Markforged announced the launch of H13 tool steel for the Metal X 3d printer. The expansion into H13 will enable customers to print parts in high-strength, high-temperature applications such as metal forming tools, dies and punches, and hardened inserts for fixtures, and even injection molds with conformal cooling channels.
“We designed the Metal X system to change the way things are made, and the launch of H13 is the next step down that path,” said Jon Reilly, Markforged VP of product. “For manufacturers of high-volume plastic parts this is a game changer, significantly accelerating the speed at which they can bring new products to market.”
H13 is a hot-work tool steel, meaning that it retains high strength at elevated temperatures, and is known for exhibiting excellent red hardness, resistance to thermal fatigue, high toughness, ductility, good abrasion resistance, and excellent through-hardenability. Because H13 can now be 3D printed, manufacturing professionals can begin to print parts with unique and complex geometries, something that traditionally would be very expensive and difficult to do. For example, printing an H13 injection mold that features conformal cooling channels would more effectively move heat away from the mold cavity and provide more uniform cooling, leading to less part-warp, shorter cycle times and higher throughput, and ultimately, lower operational costs.

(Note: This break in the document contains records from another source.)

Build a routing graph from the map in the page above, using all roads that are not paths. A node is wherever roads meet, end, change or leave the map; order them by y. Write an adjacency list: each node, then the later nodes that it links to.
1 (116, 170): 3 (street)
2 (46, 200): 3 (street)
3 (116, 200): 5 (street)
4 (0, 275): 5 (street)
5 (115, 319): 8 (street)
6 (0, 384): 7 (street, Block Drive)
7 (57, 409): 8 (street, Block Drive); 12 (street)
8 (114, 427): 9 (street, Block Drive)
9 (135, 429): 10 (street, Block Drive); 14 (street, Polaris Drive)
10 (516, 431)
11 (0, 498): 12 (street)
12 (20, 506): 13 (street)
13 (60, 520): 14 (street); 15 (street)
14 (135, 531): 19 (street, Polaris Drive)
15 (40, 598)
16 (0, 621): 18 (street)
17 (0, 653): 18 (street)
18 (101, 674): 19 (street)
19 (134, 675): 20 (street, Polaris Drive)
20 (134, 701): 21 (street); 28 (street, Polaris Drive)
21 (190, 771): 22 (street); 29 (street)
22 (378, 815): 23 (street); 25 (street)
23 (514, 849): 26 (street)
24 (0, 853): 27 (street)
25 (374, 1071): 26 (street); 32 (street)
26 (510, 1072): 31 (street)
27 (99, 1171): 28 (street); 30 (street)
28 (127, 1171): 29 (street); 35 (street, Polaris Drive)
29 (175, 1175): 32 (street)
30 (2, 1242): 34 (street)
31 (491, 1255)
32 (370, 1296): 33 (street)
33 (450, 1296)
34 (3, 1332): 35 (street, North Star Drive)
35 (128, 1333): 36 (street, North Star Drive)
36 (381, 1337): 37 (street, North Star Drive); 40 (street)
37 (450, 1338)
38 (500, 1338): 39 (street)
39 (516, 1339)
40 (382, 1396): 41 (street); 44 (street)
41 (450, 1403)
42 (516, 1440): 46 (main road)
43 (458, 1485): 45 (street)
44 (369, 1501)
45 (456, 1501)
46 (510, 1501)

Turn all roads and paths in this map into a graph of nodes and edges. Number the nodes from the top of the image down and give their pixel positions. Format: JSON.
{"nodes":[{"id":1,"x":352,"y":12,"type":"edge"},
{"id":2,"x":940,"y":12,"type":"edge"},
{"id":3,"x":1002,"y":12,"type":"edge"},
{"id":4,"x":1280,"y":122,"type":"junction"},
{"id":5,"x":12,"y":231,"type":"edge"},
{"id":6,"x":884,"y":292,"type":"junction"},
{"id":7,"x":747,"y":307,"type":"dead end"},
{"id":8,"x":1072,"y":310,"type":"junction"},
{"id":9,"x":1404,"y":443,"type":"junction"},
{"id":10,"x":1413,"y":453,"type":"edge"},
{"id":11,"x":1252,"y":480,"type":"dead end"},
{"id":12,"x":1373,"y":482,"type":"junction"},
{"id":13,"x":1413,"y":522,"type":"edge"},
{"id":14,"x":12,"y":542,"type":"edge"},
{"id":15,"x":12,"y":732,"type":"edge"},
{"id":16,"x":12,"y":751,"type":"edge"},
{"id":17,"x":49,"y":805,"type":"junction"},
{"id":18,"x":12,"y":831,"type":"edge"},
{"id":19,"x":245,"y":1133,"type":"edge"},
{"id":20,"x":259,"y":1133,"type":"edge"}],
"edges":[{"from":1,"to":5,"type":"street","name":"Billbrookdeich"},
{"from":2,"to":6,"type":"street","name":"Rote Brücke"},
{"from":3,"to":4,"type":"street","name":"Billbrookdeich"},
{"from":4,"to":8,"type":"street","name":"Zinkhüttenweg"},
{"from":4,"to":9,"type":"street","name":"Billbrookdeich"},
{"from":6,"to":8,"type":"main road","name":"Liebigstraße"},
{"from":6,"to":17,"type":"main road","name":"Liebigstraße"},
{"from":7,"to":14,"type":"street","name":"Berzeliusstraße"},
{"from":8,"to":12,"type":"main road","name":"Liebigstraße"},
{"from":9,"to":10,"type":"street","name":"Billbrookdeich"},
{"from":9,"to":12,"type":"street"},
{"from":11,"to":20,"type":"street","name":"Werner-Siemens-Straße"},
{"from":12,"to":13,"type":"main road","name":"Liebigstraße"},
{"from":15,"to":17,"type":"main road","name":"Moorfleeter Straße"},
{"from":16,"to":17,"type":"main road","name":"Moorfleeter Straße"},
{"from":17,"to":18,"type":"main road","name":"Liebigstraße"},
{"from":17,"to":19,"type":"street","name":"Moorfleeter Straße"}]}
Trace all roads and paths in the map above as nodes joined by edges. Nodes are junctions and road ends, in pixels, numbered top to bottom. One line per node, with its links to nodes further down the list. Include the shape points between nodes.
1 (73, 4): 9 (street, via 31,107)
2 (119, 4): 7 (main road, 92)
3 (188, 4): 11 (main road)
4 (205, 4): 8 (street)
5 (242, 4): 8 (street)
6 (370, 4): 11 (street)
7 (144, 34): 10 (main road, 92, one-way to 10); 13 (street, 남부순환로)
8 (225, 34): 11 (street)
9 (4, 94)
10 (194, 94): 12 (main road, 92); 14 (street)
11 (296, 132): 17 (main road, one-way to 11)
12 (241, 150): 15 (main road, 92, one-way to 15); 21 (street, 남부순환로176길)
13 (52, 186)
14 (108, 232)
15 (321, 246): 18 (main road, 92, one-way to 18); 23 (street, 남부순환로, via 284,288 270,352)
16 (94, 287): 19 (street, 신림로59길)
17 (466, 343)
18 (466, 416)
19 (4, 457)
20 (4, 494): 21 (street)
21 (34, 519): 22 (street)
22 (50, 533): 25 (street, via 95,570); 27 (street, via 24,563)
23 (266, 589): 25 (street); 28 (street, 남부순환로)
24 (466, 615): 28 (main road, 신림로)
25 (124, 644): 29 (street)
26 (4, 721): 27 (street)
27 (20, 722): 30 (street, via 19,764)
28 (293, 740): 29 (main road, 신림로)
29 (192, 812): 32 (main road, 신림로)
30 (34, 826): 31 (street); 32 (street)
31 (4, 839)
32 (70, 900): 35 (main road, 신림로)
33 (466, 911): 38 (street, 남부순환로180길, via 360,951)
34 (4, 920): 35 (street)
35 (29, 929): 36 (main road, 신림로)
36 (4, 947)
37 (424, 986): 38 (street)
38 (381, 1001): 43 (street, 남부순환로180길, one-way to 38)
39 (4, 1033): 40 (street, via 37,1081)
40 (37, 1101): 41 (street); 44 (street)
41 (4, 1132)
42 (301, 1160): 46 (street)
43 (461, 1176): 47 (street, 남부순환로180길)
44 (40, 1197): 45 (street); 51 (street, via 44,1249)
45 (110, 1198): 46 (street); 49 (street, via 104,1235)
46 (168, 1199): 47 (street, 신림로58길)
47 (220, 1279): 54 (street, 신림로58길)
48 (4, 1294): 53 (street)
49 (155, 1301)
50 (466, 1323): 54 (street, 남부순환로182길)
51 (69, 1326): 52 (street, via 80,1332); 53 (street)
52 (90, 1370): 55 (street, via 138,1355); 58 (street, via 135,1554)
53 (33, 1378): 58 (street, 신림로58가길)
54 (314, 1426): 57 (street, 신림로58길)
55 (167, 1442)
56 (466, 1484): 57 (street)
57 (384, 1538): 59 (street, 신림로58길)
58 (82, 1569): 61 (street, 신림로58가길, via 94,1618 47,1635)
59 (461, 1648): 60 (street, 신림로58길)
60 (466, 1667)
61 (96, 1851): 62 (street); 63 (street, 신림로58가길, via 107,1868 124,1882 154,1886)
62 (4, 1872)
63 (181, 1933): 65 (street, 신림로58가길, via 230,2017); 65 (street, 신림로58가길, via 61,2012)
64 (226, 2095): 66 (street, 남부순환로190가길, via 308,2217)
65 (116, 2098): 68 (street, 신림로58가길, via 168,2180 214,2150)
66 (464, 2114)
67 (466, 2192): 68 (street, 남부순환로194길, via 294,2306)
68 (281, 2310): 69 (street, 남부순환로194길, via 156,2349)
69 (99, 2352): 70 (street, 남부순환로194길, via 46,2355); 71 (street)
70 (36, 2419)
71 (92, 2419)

Since 1982, San Francisco Bay Area-based Grant Engineering has been creating high-quality parts from injection-molded plastics, producing millions of parts per year for their biotech, high tech, and consumer product industry customers. Grant is an early adopter of the Metal X printing system who also utilizes the Mark 2 for printing end-of-arm tooling and fixtures. Since they received their Metal X system, the company has been printing 17-4 stainless steel injection molds successfully, with minimal post-processing. Grant Engineering now hopes to further reduce their iteration time and cost for injection molds printed in H13.
“Injection molding is the core of what we do,” said Randy Grant, co-founder and co-owner of Grant Engineering. “Much like the robots and automation we’ve already introduced into our workflow, we see 3D printing – especially the Metal X – as a way to keep us hyper-competitive on cost and turnaround time while still delivering the precision and quality we’re known for. Being able to 3D print H13 should enable a lot of innovation with injection molding, we can’t wait.”
H13 tool steel – also known as EN 1.2344 and SKD61 in Germany and Japan, respectively – is bookable beginning December 12, 2018, at 229.99 USD per 1kg spool, and will ship no later than March of 2019. This is just the first of several future materials planned for the Metal X, including A2 and D2 tool steel, stainless steel 316L, Inconel, and Titanium.